» **The records**:

● ● ● ● ●

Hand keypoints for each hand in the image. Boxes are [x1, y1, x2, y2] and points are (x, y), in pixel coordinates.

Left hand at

● ● ● ● ●

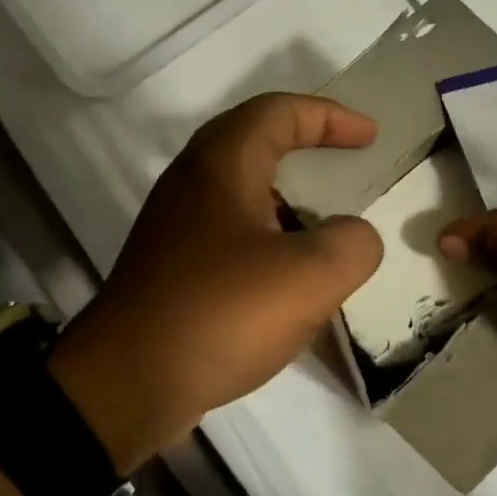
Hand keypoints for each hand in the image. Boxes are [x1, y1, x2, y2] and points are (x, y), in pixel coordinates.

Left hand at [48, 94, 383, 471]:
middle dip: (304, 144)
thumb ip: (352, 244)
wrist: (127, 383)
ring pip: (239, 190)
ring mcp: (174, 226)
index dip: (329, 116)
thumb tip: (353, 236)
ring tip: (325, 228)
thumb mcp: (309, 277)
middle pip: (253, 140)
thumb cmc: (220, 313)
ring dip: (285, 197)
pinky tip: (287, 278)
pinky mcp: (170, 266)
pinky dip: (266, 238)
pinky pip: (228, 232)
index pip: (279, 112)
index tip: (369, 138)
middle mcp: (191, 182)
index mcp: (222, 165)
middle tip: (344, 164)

● ● ● ● ●

» **To do**: Determine how many lines of the records contain the word "index". Reply with the number by itself.

» **Result**: 4